Un’eventuale cambio di architettura, secondo il mio parere, sarebbe comunque accompagnato dall’adozione di una tecnologia proprietaria che assicuri la vendita di hardware, a meno che Apple non intenda rivoluzionare completamente anche il suo core business e trasformarsi in una software-house. Tutti questi discorsi troveranno un riscontro, secondo le dichiarazioni di Neff, nel giro di 2-4 anni, e proprio i termini temporali potrebbero essere l’anello debole del ragionamento: in un tale periodo di tempo lo sviluppo dei processori potrebbe subire numerose svolte, e un G5 di Motorola o il nuovo processore di IBM, solleverebbero Apple dallo sforzo di cambiamenti così drastici.
Nel frattempo lo sviluppo di nuovo hardware prosegue fin dove Motorola lo consente, e Apple la scorsa settimana ha presentato le nuove macchine di fascia professionale. La presentazione di nuovo hardware al di fuori delle manifestazioni ufficiali sta diventando ormai un’abitudine, forse dettata dai ritmi di chi produce i processori, forse utile per tenere alta l’attenzione del settore. In ogni caso, com’era facile immaginare, per supplire al gap in termini di megahertz, Apple ha deciso di seguire la strada delle macchine bi-processore, una scelta quasi obbligata che porterà i suoi frutti solo se chi sviluppa software terrà in considerazione questa importante caratteristica dei nuovi sistemi.
Tutti i PowerMac G4 attualmente in listino offrono, allo stesso prezzo di prima, un processore in più, ma al di là del doppio processore (due G4 da 1,25 GHz nella versione top) le nuove macchine nascondono altre piccole novità: si va da un incremento del bus di sistema all’adozione della memoria DDR (fino a 2 GB) con 2 MB di backside cache. All’interno possono trovare spazio 4 HD, di cui due Ultra ATA/100, mentre per quanto riguarda il reparto grafico viene adottata la nuova Radeon 9000 PRO (GeForce 4 MX sul modello base). Un leggero, ma sempre gradito, restiling del case esterno accompagna il ritorno dell’ingresso audio; i nuovi PowerMac-G4 sono forniti con Jaguar.

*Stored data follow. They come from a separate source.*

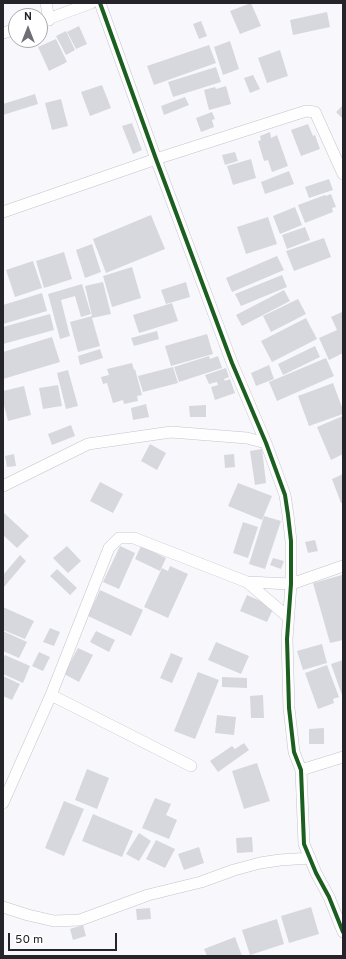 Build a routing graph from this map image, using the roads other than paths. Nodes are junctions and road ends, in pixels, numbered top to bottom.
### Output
1 (91, 3) edge
2 (100, 3) edge
3 (48, 19) edge
4 (156, 159) junction
5 (343, 174) edge
6 (3, 212) edge
7 (266, 443) junction
8 (3, 486) edge
9 (343, 566) edge
10 (247, 582) junction
11 (291, 584) junction
12 (288, 617) junction
13 (51, 695) junction
14 (343, 757) edge
15 (191, 766) dead end
16 (301, 770) junction
17 (3, 803) edge
18 (310, 858) junction
19 (3, 907) edge
20 (343, 932) edge

1 - 3 street
2 - 4 street
4 - 5 street
4 - 6 street
4 - 7 street
7 - 8 street
7 - 11 street
9 - 11 street
10 - 11 street
10 - 12 street
10 - 13 street
11 - 12 street
12 - 16 street
13 - 15 street
13 - 17 street
14 - 16 street
16 - 18 street
18 - 19 street
18 - 20 street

Certo, non si tratta delle macchine rivoluzionarie che molti si attendevano: si può immaginare a breve un ulteriore speed bump con l’adozione di Firewire 2, il tutto nell’attesa di vedere una scheda madre completamente rinnovata e dei nuovi processori. Si tratta comunque di un importante segno di reattività da parte di Apple, che in un momento felice di mercato (complice la nuova campagna “switch” e un malumore crescente, soprattutto negli USA, nei confronti di Microsoft), cerca di supplire nel migliore dei modi alle carenze del suo principale fornitore di processori.